The degree of pyrite oxidation was most positively influenced by the oxygen pressure and the initial concentration of sulfuric acid. Increasing the oxygen pressure from 0.2 to 0.8 MPa increased pyrite dissolution from 43.4% to 51.1%, while raising the initial concentration of sulfuric acid from 10 to 50 g/L enhanced its oxidation degree from 45.1% to 54.5%. The SEM and EDX mappings also indicated that the pyrite surface was passivated by elemental sulfur, particularly in areas with a developed surface.

When pyrite was mixed with chalcopyrite, the oxidation degree of pyrite significantly increased from 54.5% to 80.3% compared to the dissolution of the individual mineral, while the dissolution of chalcopyrite remained virtually unchanged. The increase in pyrite dissolution with the addition of chalcopyrite is not associated with increased concentrations of copper (II) and iron (III) ions during oxidation, as their effect on the degree of mineral exposure (including their mixtures) was insignificant. The positive effect on the oxidation degree of pyrite in its mixture with chalcopyrite can be explained by the formation of an electrochemical link between the minerals. This is further supported by a change in the influence of the initial concentration of sulfuric acid and iron (III) ions on the oxidation degree of chalcopyrite in its mixture with pyrite.
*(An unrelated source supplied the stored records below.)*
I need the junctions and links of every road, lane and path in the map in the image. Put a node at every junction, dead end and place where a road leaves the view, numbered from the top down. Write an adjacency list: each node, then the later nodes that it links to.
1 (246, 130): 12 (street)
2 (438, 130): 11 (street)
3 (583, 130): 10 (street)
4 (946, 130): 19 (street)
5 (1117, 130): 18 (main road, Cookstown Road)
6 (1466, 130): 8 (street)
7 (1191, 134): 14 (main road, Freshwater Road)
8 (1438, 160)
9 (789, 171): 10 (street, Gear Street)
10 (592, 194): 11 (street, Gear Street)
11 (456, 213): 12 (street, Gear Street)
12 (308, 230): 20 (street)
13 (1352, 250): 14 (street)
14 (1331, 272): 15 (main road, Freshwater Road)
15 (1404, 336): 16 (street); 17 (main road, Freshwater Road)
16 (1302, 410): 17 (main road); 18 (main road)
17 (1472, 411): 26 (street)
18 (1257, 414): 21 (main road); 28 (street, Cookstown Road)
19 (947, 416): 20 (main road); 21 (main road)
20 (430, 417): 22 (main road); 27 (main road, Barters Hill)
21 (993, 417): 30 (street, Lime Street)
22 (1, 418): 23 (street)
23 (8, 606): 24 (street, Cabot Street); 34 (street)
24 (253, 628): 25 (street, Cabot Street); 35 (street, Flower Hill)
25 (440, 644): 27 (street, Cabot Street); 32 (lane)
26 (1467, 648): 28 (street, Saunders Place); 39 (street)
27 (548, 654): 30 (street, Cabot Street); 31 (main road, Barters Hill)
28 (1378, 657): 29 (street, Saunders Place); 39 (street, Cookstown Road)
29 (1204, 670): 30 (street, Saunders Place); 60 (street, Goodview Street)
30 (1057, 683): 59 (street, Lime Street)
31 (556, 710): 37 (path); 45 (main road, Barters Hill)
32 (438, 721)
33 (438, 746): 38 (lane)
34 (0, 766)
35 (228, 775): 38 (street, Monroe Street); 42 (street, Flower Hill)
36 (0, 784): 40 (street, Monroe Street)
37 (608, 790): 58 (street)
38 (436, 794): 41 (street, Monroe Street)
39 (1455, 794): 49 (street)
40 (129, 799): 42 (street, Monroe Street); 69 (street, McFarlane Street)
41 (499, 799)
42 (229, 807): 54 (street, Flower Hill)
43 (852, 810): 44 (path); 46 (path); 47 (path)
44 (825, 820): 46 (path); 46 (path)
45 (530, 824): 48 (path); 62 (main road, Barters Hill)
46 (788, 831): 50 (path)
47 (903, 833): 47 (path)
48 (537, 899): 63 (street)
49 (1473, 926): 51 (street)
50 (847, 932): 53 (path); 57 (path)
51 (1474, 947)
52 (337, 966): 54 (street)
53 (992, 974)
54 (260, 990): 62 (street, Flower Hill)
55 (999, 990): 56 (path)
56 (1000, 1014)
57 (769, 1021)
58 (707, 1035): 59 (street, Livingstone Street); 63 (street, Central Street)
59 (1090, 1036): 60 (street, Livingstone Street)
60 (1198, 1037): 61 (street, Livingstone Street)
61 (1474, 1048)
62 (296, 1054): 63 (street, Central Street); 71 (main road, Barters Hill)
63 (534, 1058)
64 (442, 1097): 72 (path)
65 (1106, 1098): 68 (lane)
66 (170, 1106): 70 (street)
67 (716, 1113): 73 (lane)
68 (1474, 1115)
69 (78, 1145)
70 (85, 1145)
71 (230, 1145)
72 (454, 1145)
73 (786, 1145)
The positive effect of adding chalcopyrite is associated with a reduced formation of elemental sulfur on the surface of pyrite, as confirmed by SEM and EDX mapping data. The content of elemental sulfur on the surfaces of pyrite and chalcopyrite particles was approximately 0.1% and 5.9–8.3%, respectively. This is also reflected in the observation that the highest rates of dissolution for both pyrite and chalcopyrite occurred within the first 50 min of oxidation. Following this period, the dissolution of chalcopyrite sharply slowed due to the passivation of its surface with elemental sulfur, while the pyrite oxidation rate also began to decrease after 50 min, indicating that its surface was also starting to be passivated by elemental sulfur during this time.

This method can be applied to hydrometallurgical processing of copper raw materials with high contents of pyrite, and also for pretreatment of gold-bearing pyrite concentrates with copper concentrates to enhance the extraction rate of gold and silver.